The Windsor Star Windsor, Ontario, Canada Wednesday, February 16, 1972 - Page 30
Quality is Counting by Jack Dulmage, Sports Editor
THE NEXT EXALTED confrontation between mercenaries of the state and slaves of the dollar is to occur in June between a Russian Boris Spassky, and an American Bobby Fischer.
This isn't quite up to the Cuban crisis, the Berlin Wall or the Vietnam war, but as a bloodless engagement between the forces of communism and capitalism, it should do pretty well.
Max Euwe, president of the International Chess Federation and a onetime world champion, has ruled that the first half of the best of 24 game world championship match will be played in Belgrade, Yugoslavia, the second half or what remains of it in Reykjavik, Iceland.
EUWE SIMPLY DIVIDED the first site preferences of the combatants. Spassky had sought Iceland, Holland, West Germany and France in that order.
Fischer had sought Belgrade, Sarajevo, Buenos Aires and Canada (Montreal) in that order.
There are several reasons why this match will attract more world attention than anything that has previously occurred in chess. And chess goes back a little — more than 1,400 years anyway.

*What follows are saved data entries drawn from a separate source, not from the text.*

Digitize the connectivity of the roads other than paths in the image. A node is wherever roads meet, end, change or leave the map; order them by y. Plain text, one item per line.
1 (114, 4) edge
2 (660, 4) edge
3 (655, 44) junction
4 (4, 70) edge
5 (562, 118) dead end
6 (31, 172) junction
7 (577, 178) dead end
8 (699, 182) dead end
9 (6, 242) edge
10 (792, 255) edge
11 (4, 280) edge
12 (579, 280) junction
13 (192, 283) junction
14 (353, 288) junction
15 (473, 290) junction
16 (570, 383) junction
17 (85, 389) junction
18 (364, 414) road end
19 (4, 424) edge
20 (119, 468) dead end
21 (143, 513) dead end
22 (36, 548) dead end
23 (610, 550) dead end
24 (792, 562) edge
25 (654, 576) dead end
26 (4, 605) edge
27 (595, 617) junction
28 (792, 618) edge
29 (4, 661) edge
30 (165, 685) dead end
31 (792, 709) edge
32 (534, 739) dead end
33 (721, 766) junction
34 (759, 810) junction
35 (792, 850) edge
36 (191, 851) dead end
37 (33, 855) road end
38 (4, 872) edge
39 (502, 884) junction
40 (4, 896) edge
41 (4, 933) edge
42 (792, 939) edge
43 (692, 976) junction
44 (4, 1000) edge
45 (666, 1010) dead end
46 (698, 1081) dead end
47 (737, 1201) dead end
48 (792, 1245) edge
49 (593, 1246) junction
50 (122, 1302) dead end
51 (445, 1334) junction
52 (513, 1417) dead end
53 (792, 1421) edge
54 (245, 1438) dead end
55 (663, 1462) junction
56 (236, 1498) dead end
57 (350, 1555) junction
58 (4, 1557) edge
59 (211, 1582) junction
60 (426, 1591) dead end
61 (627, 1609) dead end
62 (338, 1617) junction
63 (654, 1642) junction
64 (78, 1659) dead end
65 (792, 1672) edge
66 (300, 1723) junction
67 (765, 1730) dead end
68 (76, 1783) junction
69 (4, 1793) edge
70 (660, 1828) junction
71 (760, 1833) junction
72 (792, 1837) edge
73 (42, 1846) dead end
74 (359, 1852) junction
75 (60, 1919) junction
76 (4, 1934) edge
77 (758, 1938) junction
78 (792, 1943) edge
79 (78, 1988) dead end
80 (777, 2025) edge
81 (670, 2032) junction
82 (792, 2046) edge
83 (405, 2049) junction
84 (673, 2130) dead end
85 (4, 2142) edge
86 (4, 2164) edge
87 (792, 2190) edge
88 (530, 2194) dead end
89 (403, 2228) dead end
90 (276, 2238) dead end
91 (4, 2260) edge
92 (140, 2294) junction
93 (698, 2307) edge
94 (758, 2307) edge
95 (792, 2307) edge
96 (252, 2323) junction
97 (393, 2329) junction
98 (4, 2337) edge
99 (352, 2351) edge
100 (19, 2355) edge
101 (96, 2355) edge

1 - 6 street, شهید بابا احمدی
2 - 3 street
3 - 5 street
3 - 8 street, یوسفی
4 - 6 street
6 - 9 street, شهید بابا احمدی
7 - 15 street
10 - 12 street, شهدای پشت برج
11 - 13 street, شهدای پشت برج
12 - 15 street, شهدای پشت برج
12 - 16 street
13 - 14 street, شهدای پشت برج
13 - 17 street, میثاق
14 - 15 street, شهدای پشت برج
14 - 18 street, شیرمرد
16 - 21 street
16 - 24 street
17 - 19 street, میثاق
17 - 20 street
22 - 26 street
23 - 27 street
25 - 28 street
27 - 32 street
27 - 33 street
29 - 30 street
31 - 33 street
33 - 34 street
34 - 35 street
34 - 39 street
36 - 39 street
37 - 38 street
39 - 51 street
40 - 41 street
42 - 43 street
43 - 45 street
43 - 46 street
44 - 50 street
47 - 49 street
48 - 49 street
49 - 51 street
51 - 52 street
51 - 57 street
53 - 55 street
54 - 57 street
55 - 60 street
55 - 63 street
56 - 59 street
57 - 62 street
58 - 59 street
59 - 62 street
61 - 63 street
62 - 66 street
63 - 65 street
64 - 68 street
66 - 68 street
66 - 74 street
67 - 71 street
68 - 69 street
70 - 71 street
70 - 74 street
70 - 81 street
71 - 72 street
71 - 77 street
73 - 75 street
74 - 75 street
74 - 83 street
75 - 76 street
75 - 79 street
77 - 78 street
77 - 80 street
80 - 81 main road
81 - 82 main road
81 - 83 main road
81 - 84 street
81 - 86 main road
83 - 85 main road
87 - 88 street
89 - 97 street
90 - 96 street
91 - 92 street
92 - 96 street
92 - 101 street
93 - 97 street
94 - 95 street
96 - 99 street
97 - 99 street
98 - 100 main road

For one, no American has ever been world champion. In fact, no American attained the final challenging round until Fischer knocked off Tigran Petrosian last October.
Paul Morphy, an American, was ranked the best of his time — he was United States champion from 1852 to 1862 — but that was prior to the start of recognition of official world champions which began in 1866 with Wilhelm Steinitz of Austria.
Morphy sort of faded away after his 10-year American reign. Fischer of Brooklyn, son of European born parents, is 28 and was a child genius. He won the U.S. championship at the age of 14. He has held it three different times including the present for a total of nine years.
A DECADE AGO, Fischer was earmarked for climbing the tournament ladder to a world match, but he balked and refused to compete, charging the Russians with collusions in elimination tournament play.
The Russians have been very powerful in chess since the end of World War II. Fischer claimed they were rigging tournaments by going all out against foreigners while playing ties among themselves to pad superior standing positions.
Fischer was probably right. He demanded to have his own way which was two-man knockout competition, and he finally got it. Head to head, he is considered the toughest chess player to come down the pike.
FISCHER KNOCKED OFF three big wheels without losing a game before he flattened Petrosian at Buenos Aires. Petrosian was world champion from 1963 to 1967.
The Russians took over the world championship in 1948 when Mikhail Botvinnik began a reign of eight years. The came Vasily Smyslov, Botvinnik again, then Mikhail Tal, Botvinnik again, then Petrosian and finally Spassky in 1969.
Prior to this post-war rule, the Russians didn't figure. Steinitz, the first champion, ruled 28 years. After him came Dr. Emanuel Lasker of Berlin who last 27 years.
Then, there was Jose Capablanca of Havana for six years in the early twenties, Dr. Alexander Alekhine of Paris for eight, Dr. Euwe of Holland for three, Dr. Alekhine again for nine and then the Russian onset with Botvinnik.
FISCHER IS PLAYING this match for money, the lion's share of almost $300,000. Whatever share Spassky winds up with, it becomes most curious whether the USSR will allow him to pocket it like a prize fighter.
It may be that Spassky's end will go directly into state coffers and come back to him indirectly by such emoluments as the USSR chooses to confer.
BELGRADE, an Iron Curtain city, and Reykjavik, capital of a free republic, entered the auction with $150,000 and $125,000 respectively. Belgrade isn't Moscow, but it's within the Russian orbit.
Perhaps, the way for the Russians to proceed in hockey is to make a money contract match between Prague and the National Hockey League, rather than between the USSR and the NHL.
This guy Fischer could be a new dimension in international bridge-building.